1 Apache Arrow capstone project

Implementing the changes below would considerably improve both user and developer experience. They will remove ambiguity when calling a binding (by allowing users to use the pkg:: prefix), they will make it easier to figure out what is going on when things go wrong (by adding a way to inspect the Arrow query being generated in a dplyr pipeline, and by allowing more granular condition handling/ messaging). Moreover, users will be able to include their own functions (using regular R syntax), operating on Arrow data, in a dplyr pipeline. Users will also have access to a minimal documentation for each binding, point to the function the binding is emulating and highlighting possible differences.

2 Core

2.1 Allow bindings to use the pkg:: prefixes

  • Jira: ARROW-14575

  • users will be able to use either the function name (fun) or the namespace-qualified (pkg::fun) version when calling Arrow bindings

  • when defining a binding we should be using the pkg::fun notation

  • in connection to Allow users to arrow_eval a function it might mean the non-namespace-qualified version of a binding could be overwritten by a user deciding to register another fun binding)

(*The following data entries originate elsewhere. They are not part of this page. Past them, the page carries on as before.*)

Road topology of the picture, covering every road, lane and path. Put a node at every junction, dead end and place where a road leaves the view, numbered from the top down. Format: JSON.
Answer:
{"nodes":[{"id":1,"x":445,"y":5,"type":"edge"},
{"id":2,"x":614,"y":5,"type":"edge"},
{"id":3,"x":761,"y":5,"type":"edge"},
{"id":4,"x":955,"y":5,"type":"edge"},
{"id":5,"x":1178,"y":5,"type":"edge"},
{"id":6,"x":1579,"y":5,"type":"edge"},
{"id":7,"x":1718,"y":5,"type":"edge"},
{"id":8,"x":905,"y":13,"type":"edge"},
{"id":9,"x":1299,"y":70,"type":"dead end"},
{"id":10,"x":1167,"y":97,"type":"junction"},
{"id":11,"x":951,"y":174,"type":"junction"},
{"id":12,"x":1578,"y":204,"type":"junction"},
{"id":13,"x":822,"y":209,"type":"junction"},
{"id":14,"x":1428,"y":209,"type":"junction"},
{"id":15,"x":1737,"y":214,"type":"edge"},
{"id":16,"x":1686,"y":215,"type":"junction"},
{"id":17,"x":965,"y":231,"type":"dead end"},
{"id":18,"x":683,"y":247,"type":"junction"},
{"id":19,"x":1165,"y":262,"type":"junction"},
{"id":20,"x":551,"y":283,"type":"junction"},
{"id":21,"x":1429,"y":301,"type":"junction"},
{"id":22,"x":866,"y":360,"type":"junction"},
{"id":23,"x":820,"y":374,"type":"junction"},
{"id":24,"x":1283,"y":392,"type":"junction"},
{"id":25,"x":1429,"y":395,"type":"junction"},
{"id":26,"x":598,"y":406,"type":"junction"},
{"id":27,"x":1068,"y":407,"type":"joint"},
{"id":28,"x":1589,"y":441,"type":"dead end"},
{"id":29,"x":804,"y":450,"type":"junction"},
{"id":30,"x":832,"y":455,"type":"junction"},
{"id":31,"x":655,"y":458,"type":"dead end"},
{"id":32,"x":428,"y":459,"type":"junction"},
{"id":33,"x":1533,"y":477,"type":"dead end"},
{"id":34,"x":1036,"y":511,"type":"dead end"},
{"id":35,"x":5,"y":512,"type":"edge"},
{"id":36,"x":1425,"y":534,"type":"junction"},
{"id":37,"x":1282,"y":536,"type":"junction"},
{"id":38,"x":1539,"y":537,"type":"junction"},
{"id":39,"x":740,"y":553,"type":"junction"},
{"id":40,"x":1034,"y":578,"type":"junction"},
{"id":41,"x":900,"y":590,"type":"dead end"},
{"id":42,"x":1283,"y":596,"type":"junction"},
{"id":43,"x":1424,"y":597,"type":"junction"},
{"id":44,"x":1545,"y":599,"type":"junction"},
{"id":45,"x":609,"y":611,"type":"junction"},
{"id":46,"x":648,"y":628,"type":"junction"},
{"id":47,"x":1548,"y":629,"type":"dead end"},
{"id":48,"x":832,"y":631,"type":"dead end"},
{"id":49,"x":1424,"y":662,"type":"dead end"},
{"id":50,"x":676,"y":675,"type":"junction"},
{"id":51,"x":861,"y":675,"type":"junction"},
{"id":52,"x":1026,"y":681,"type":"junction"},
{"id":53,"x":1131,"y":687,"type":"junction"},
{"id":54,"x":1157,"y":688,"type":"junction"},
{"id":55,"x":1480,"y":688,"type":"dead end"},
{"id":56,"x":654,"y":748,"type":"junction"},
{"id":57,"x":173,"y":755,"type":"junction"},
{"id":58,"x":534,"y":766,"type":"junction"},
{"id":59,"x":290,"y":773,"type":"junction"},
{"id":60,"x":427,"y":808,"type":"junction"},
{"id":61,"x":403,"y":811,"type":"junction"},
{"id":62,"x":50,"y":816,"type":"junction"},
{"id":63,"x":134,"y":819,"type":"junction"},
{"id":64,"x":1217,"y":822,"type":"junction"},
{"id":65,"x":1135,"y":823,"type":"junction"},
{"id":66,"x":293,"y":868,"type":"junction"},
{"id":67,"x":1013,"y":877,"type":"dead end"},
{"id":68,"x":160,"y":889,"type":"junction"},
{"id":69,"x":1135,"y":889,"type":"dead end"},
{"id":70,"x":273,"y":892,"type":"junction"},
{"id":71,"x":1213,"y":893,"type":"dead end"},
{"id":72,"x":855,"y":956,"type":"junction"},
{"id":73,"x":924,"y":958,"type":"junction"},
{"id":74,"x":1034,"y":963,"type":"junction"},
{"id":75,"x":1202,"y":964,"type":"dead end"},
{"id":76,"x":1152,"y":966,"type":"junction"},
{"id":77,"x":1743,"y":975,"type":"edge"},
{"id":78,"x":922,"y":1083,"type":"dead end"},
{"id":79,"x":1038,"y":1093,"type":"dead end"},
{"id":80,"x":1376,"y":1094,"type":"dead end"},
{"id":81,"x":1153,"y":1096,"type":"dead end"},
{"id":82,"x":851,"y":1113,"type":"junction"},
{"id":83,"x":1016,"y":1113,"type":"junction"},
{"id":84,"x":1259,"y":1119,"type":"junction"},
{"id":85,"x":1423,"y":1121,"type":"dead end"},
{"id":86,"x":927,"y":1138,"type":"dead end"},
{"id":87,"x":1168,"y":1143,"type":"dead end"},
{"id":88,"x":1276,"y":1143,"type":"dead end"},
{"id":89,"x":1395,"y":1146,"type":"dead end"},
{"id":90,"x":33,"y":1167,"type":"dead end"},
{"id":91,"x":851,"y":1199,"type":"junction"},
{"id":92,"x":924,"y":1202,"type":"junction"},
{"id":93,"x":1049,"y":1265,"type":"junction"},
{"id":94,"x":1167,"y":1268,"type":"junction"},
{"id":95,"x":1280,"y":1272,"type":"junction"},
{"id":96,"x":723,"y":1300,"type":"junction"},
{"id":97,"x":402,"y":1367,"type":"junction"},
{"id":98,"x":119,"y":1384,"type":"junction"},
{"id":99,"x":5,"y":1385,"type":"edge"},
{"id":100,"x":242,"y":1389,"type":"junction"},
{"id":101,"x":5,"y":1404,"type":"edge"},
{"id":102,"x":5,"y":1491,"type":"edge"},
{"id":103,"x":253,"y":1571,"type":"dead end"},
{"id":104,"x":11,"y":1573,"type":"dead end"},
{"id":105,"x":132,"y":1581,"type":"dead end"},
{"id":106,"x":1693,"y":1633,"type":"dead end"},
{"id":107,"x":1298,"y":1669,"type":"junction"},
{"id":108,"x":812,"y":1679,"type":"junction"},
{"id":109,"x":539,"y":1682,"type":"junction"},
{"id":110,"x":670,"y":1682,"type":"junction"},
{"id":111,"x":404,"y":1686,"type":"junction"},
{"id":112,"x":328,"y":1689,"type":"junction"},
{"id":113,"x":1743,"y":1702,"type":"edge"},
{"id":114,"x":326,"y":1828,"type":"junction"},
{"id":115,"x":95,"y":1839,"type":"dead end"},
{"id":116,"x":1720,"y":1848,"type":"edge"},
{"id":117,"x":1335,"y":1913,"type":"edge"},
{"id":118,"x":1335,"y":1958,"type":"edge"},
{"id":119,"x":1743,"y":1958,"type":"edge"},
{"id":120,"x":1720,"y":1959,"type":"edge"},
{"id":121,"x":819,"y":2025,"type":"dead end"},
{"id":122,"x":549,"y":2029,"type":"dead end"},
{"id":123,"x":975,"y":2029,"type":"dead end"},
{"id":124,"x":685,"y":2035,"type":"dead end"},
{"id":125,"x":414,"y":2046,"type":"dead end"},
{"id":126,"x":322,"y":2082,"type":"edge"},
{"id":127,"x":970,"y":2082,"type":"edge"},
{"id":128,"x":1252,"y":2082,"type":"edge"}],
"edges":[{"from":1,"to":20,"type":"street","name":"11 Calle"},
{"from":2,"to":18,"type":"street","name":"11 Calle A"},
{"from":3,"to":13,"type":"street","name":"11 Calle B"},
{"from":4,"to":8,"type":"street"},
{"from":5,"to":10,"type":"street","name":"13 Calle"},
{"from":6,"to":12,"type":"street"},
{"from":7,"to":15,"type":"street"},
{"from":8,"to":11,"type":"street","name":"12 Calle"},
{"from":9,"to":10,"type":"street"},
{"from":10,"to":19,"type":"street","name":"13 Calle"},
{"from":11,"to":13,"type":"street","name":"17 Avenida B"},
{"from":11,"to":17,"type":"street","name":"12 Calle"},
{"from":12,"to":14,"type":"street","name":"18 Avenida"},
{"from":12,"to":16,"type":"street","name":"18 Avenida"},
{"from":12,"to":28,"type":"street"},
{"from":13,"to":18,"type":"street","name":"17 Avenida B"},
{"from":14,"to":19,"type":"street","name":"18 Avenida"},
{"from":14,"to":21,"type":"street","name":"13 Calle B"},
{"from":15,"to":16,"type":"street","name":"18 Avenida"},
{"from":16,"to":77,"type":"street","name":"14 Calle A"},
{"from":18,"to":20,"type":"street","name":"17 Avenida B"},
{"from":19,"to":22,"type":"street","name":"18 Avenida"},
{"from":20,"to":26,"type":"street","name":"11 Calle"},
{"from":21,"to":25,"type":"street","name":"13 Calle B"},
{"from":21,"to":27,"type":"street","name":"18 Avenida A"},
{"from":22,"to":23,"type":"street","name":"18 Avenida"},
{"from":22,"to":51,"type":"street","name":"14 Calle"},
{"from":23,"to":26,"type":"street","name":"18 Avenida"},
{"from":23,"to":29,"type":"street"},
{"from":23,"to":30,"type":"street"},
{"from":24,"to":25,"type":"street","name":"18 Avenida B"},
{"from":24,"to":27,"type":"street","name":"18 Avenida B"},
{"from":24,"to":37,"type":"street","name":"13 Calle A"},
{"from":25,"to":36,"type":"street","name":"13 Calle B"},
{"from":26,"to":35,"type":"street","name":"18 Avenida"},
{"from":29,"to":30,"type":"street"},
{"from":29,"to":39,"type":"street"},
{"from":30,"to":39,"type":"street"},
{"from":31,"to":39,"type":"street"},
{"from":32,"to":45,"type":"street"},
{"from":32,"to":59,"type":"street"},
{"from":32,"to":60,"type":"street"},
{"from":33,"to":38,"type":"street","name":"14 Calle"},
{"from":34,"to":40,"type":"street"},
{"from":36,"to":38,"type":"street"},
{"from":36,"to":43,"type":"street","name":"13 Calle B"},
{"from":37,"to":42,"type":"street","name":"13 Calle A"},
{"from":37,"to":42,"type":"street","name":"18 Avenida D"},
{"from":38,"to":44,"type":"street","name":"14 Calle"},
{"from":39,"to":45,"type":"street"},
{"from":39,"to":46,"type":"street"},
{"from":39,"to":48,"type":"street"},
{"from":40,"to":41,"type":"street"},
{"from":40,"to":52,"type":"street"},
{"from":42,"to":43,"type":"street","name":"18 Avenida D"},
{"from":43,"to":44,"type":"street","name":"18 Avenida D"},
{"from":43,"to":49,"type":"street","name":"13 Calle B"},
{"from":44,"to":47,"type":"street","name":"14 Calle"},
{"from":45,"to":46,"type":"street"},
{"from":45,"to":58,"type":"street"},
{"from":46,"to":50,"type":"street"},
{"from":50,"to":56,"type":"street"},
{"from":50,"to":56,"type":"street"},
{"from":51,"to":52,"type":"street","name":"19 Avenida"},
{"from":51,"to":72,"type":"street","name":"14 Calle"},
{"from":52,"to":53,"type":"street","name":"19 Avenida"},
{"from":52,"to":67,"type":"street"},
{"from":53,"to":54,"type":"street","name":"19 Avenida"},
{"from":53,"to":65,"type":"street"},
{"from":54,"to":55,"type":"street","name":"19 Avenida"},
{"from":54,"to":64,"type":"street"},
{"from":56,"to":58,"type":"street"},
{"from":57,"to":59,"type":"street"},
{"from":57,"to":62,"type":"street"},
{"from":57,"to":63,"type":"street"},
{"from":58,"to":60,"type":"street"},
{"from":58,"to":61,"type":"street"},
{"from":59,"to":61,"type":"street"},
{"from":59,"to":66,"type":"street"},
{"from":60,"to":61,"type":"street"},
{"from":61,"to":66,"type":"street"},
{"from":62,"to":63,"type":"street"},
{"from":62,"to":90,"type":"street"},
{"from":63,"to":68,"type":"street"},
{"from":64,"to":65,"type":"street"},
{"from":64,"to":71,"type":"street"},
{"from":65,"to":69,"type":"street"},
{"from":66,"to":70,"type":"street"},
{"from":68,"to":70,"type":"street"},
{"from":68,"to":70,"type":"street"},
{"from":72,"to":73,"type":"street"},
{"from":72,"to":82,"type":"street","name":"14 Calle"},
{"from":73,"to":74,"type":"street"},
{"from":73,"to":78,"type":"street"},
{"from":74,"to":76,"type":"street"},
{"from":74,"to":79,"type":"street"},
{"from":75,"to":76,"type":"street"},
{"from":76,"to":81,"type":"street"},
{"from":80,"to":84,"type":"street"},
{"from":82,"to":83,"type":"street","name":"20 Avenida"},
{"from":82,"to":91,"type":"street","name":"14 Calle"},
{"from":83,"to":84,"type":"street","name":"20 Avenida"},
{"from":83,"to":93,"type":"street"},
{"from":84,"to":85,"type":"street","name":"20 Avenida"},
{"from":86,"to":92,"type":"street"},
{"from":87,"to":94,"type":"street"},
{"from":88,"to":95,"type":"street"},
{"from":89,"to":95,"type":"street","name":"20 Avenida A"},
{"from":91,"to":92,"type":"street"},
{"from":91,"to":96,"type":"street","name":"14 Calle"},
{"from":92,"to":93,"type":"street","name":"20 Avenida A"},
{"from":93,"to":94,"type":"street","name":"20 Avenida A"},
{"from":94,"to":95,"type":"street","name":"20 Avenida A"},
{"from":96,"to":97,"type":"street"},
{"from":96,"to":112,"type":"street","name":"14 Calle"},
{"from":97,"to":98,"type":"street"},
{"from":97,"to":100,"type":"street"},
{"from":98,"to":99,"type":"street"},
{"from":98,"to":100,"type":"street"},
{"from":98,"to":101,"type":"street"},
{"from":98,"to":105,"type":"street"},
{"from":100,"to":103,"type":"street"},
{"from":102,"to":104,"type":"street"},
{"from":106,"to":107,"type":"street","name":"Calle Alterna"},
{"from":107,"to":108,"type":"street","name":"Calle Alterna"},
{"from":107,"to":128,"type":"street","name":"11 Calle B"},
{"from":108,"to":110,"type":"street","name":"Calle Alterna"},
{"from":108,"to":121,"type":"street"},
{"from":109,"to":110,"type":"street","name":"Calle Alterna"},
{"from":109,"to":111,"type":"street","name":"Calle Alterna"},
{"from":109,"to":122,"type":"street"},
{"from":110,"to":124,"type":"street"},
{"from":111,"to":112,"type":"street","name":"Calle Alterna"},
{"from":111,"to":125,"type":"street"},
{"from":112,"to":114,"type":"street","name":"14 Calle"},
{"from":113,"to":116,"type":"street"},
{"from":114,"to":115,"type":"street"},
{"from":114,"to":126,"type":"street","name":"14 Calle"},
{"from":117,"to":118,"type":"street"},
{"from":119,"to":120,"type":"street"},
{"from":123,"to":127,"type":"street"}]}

  • Linked to: Document a binding (semi) automatically

  • Steps:

    • Register each binding twice in the nse_funcs function registry (once as fun() and once as pkg::fun()).
    • Sort out edge cases, e.g for some of the unary functions (which are defined as a list which is used for several purposes)
    • document (where?) that going forward we should be using pkg::fun when defining a binding, which will register 2 copies of the same binding.
  • Estimated time: 3-4 days

  • Definition of done:

    • users being able to correctly use a namespaced version of all our bindings, making, for example, the following snippet of code work:
    nycflights13::flights %>% 
      arrow_table() %>% 
      mutate(year = lubridate::year(time_hour)) %>% 
      collect()
    • and being able to use the {lubridate} version of date() in the snippet below:
  test_df <- tibble(
    posixct_date = as.POSIXct(c("2012-03-26 23:12:13", NA), tz = "America/New_York"),
    integer_var = c(32L, NA)
  )
  
  test_df %>% 
    arrow_table() %>% 
    mutate(a_date = lubridate::date(posixct_date)) %>%
    collect()

2.2 Allow users to arrow_eval a function

  • Jira: ARROW-14071
  • users would be able to define their functions using regular R syntax, and, as long as a direct translation of the internals is possible with existing bindings, they would be able to use them in an {arrow} dplyr pipeline.
  • there are several possible directions:
    • will users need to register their own functions or would this be done automatically?
    • when does the registration take place? before or after loading arrow - maybe use setHook() to register function before attaching {arrow}
    • could we make use of {rlang}’s top and bottom of data mask?
    • investigate if rlang::inject() could be used here
    • investigate if a simple injection with !! works
  • Steps:
    • Translate the user-defined function with the help of bindings
    • A second step might be accessing / registering these functions
      • Where is the function? Global environment, other script that is being sourced or a package
      • If registering is required, order of namespace loading / attaching might be important
  • Estimated duration: 2 weeks
  • Definition of done: users will be able to define and use their own bindings in {dplyr} - like pipelines, as long as they only contain bindings that have already been implemented, or direct calls to libarrow kernels. Users would be able to write their own version of nchar for example and that would work:
nchar2 <- function(x) {
  nchar(x)
}
tibble::tibble(my_string = "1234") %>%
  arrow_table() %>% 
  mutate(nchar(my_string), nchar2(my_string)) %>%
  collect()

2.3 Document a binding (semi) automatically

  • Jira: ARROW-15011
  • Likely depends on Allow bindings to use the pkg:: prefixes (removing any ambiguity with regards to the function we’re emulating)
  • This will allow us to document differences in behaviours, unsupported arguments, etc.
  • I think this could be really useful for users. How would they access said documentation?
  • As a stretch we might include the package version of the function we’re linking to. Functions / packages are not static and convergence between the original function and the {arrow} binding might drift over time.
  • Steps:
    • create a (manual) prototype of what a documented binding would look like
    • generate a skeleton / minimal documentation automatically
    • allow adjustment of the minimal documentation where needed
    • decide on how the user will access the documentation
    • might involve writing custom {roxygen2} tags and roclets
    • follow-up ticket / step: document all bindings
  • Possible breakdown:
    • scaffolding for documenting a binding
    • extend to cover package version
    • document all bindings
  • Estimated duration
    • given the rough documentation on how to define custom roxygen2 extensions, I anticipate this will take extra time due to the need to understand the {roxygen2} source code.
    • rough estimate: 3-4 weeks (without documenting all the bindings)
  • Definition of done: bindings can be documented based on the function they emulate. At minimum a reference to the main function: “This binding should work just like X from package Y”.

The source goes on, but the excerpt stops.